## Activity
Reproduce all the entries, matching the original word for word.

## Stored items
______________________________

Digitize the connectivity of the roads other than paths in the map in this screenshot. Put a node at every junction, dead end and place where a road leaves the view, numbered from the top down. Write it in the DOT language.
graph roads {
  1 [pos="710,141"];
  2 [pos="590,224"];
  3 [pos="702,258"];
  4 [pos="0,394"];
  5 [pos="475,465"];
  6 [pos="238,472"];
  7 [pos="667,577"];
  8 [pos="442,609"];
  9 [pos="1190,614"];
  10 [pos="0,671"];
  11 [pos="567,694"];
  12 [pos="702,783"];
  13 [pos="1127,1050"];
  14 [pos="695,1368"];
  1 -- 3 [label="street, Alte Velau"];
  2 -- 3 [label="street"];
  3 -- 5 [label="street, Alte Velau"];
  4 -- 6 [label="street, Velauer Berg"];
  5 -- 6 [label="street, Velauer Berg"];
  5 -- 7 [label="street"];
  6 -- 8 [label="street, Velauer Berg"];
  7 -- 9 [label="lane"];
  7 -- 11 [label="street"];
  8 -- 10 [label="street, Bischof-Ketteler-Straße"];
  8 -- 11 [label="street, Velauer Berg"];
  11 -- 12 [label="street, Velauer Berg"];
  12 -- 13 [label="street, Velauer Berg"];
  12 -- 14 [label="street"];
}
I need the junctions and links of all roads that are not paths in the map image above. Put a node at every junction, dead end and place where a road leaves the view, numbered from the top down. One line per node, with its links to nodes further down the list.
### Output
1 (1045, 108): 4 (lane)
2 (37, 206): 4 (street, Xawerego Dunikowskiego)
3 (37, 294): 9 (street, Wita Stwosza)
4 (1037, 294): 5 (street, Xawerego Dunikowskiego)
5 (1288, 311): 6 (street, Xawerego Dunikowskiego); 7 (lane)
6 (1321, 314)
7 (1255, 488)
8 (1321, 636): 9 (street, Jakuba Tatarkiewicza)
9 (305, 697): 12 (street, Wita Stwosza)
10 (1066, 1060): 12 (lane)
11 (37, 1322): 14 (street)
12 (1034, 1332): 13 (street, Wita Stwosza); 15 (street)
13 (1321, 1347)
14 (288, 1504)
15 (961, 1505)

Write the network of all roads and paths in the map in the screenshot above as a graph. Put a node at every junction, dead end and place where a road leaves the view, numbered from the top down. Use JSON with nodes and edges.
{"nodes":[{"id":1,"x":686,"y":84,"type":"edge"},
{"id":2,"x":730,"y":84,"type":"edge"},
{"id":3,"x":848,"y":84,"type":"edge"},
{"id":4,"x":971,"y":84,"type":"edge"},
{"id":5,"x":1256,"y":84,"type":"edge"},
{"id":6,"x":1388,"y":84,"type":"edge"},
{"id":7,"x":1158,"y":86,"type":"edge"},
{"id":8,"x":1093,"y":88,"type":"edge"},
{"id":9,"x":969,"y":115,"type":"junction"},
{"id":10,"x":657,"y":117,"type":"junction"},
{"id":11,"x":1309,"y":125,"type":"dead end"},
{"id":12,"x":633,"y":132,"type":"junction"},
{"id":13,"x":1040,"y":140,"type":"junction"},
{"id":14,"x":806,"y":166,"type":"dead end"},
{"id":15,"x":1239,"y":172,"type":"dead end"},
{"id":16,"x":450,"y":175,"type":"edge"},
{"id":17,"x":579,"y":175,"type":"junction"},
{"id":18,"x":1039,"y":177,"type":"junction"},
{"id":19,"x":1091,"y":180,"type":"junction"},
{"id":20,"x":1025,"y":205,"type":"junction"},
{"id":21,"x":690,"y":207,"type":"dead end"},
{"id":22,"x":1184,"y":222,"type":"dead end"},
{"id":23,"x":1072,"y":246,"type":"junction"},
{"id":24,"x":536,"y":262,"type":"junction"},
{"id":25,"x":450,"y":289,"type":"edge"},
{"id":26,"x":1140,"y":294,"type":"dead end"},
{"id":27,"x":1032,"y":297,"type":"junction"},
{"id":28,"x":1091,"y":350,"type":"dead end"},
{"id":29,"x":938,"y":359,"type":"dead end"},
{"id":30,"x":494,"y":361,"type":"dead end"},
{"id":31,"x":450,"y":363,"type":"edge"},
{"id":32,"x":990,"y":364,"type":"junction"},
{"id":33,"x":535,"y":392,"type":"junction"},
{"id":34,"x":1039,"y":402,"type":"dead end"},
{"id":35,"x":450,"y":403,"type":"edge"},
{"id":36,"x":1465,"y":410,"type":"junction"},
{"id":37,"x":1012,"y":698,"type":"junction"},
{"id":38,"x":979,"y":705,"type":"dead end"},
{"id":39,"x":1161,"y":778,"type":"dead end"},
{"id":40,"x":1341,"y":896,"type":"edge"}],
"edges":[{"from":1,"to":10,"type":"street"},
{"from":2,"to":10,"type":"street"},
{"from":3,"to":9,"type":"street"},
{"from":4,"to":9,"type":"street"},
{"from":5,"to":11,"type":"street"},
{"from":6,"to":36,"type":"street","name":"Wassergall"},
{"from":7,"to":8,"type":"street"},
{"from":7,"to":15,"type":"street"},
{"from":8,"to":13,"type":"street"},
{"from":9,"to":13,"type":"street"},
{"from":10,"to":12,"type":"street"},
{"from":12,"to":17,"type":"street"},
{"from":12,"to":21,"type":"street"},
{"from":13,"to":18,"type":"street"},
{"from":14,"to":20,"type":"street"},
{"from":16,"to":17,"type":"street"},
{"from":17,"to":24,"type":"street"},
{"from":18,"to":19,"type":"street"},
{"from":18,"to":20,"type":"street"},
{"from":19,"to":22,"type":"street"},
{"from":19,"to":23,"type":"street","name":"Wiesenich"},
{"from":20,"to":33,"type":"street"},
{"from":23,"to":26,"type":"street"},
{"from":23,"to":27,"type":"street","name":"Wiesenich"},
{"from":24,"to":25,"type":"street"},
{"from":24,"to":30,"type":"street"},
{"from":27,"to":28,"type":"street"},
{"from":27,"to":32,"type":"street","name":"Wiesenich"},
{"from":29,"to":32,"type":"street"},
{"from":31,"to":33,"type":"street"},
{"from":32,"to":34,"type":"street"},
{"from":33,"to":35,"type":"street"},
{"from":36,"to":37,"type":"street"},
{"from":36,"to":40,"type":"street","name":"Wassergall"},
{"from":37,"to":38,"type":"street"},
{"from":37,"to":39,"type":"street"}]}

______________________________

## Result
Digitize the connectivity of the roads other than paths in the map in this screenshot. Put a node at every junction, dead end and place where a road leaves the view, numbered from the top down. Write it in the DOT language.
graph roads {
  1 [pos="710,141"];
  2 [pos="590,224"];
  3 [pos="702,258"];
  4 [pos="0,394"];
  5 [pos="475,465"];
  6 [pos="238,472"];
  7 [pos="667,577"];
  8 [pos="442,609"];
  9 [pos="1190,614"];
  10 [pos="0,671"];
  11 [pos="567,694"];
  12 [pos="702,783"];
  13 [pos="1127,1050"];
  14 [pos="695,1368"];
  1 -- 3 [label="street, Alte Velau"];
  2 -- 3 [label="street"];
  3 -- 5 [label="street, Alte Velau"];
  4 -- 6 [label="street, Velauer Berg"];
  5 -- 6 [label="street, Velauer Berg"];
  5 -- 7 [label="street"];
  6 -- 8 [label="street, Velauer Berg"];
  7 -- 9 [label="lane"];
  7 -- 11 [label="street"];
  8 -- 10 [label="street, Bischof-Ketteler-Straße"];
  8 -- 11 [label="street, Velauer Berg"];
  11 -- 12 [label="street, Velauer Berg"];
  12 -- 13 [label="street, Velauer Berg"];
  12 -- 14 [label="street"];
}
I need the junctions and links of all roads that are not paths in the map image above. Put a node at every junction, dead end and place where a road leaves the view, numbered from the top down. One line per node, with its links to nodes further down the list.
### Output
1 (1045, 108): 4 (lane)
2 (37, 206): 4 (street, Xawerego Dunikowskiego)
3 (37, 294): 9 (street, Wita Stwosza)
4 (1037, 294): 5 (street, Xawerego Dunikowskiego)
5 (1288, 311): 6 (street, Xawerego Dunikowskiego); 7 (lane)
6 (1321, 314)
7 (1255, 488)
8 (1321, 636): 9 (street, Jakuba Tatarkiewicza)
9 (305, 697): 12 (street, Wita Stwosza)
10 (1066, 1060): 12 (lane)
11 (37, 1322): 14 (street)
12 (1034, 1332): 13 (street, Wita Stwosza); 15 (street)
13 (1321, 1347)
14 (288, 1504)
15 (961, 1505)

Write the network of all roads and paths in the map in the screenshot above as a graph. Put a node at every junction, dead end and place where a road leaves the view, numbered from the top down. Use JSON with nodes and edges.
{"nodes":[{"id":1,"x":686,"y":84,"type":"edge"},
{"id":2,"x":730,"y":84,"type":"edge"},
{"id":3,"x":848,"y":84,"type":"edge"},
{"id":4,"x":971,"y":84,"type":"edge"},
{"id":5,"x":1256,"y":84,"type":"edge"},
{"id":6,"x":1388,"y":84,"type":"edge"},
{"id":7,"x":1158,"y":86,"type":"edge"},
{"id":8,"x":1093,"y":88,"type":"edge"},
{"id":9,"x":969,"y":115,"type":"junction"},
{"id":10,"x":657,"y":117,"type":"junction"},
{"id":11,"x":1309,"y":125,"type":"dead end"},
{"id":12,"x":633,"y":132,"type":"junction"},
{"id":13,"x":1040,"y":140,"type":"junction"},
{"id":14,"x":806,"y":166,"type":"dead end"},
{"id":15,"x":1239,"y":172,"type":"dead end"},
{"id":16,"x":450,"y":175,"type":"edge"},
{"id":17,"x":579,"y":175,"type":"junction"},
{"id":18,"x":1039,"y":177,"type":"junction"},
{"id":19,"x":1091,"y":180,"type":"junction"},
{"id":20,"x":1025,"y":205,"type":"junction"},
{"id":21,"x":690,"y":207,"type":"dead end"},
{"id":22,"x":1184,"y":222,"type":"dead end"},
{"id":23,"x":1072,"y":246,"type":"junction"},
{"id":24,"x":536,"y":262,"type":"junction"},
{"id":25,"x":450,"y":289,"type":"edge"},
{"id":26,"x":1140,"y":294,"type":"dead end"},
{"id":27,"x":1032,"y":297,"type":"junction"},
{"id":28,"x":1091,"y":350,"type":"dead end"},
{"id":29,"x":938,"y":359,"type":"dead end"},
{"id":30,"x":494,"y":361,"type":"dead end"},
{"id":31,"x":450,"y":363,"type":"edge"},
{"id":32,"x":990,"y":364,"type":"junction"},
{"id":33,"x":535,"y":392,"type":"junction"},
{"id":34,"x":1039,"y":402,"type":"dead end"},
{"id":35,"x":450,"y":403,"type":"edge"},
{"id":36,"x":1465,"y":410,"type":"junction"},
{"id":37,"x":1012,"y":698,"type":"junction"},
{"id":38,"x":979,"y":705,"type":"dead end"},
{"id":39,"x":1161,"y":778,"type":"dead end"},
{"id":40,"x":1341,"y":896,"type":"edge"}],
"edges":[{"from":1,"to":10,"type":"street"},
{"from":2,"to":10,"type":"street"},
{"from":3,"to":9,"type":"street"},
{"from":4,"to":9,"type":"street"},
{"from":5,"to":11,"type":"street"},
{"from":6,"to":36,"type":"street","name":"Wassergall"},
{"from":7,"to":8,"type":"street"},
{"from":7,"to":15,"type":"street"},
{"from":8,"to":13,"type":"street"},
{"from":9,"to":13,"type":"street"},
{"from":10,"to":12,"type":"street"},
{"from":12,"to":17,"type":"street"},
{"from":12,"to":21,"type":"street"},
{"from":13,"to":18,"type":"street"},
{"from":14,"to":20,"type":"street"},
{"from":16,"to":17,"type":"street"},
{"from":17,"to":24,"type":"street"},
{"from":18,"to":19,"type":"street"},
{"from":18,"to":20,"type":"street"},
{"from":19,"to":22,"type":"street"},
{"from":19,"to":23,"type":"street","name":"Wiesenich"},
{"from":20,"to":33,"type":"street"},
{"from":23,"to":26,"type":"street"},
{"from":23,"to":27,"type":"street","name":"Wiesenich"},
{"from":24,"to":25,"type":"street"},
{"from":24,"to":30,"type":"street"},
{"from":27,"to":28,"type":"street"},
{"from":27,"to":32,"type":"street","name":"Wiesenich"},
{"from":29,"to":32,"type":"street"},
{"from":31,"to":33,"type":"street"},
{"from":32,"to":34,"type":"street"},
{"from":33,"to":35,"type":"street"},
{"from":36,"to":37,"type":"street"},
{"from":36,"to":40,"type":"street","name":"Wassergall"},
{"from":37,"to":38,"type":"street"},
{"from":37,"to":39,"type":"street"}]}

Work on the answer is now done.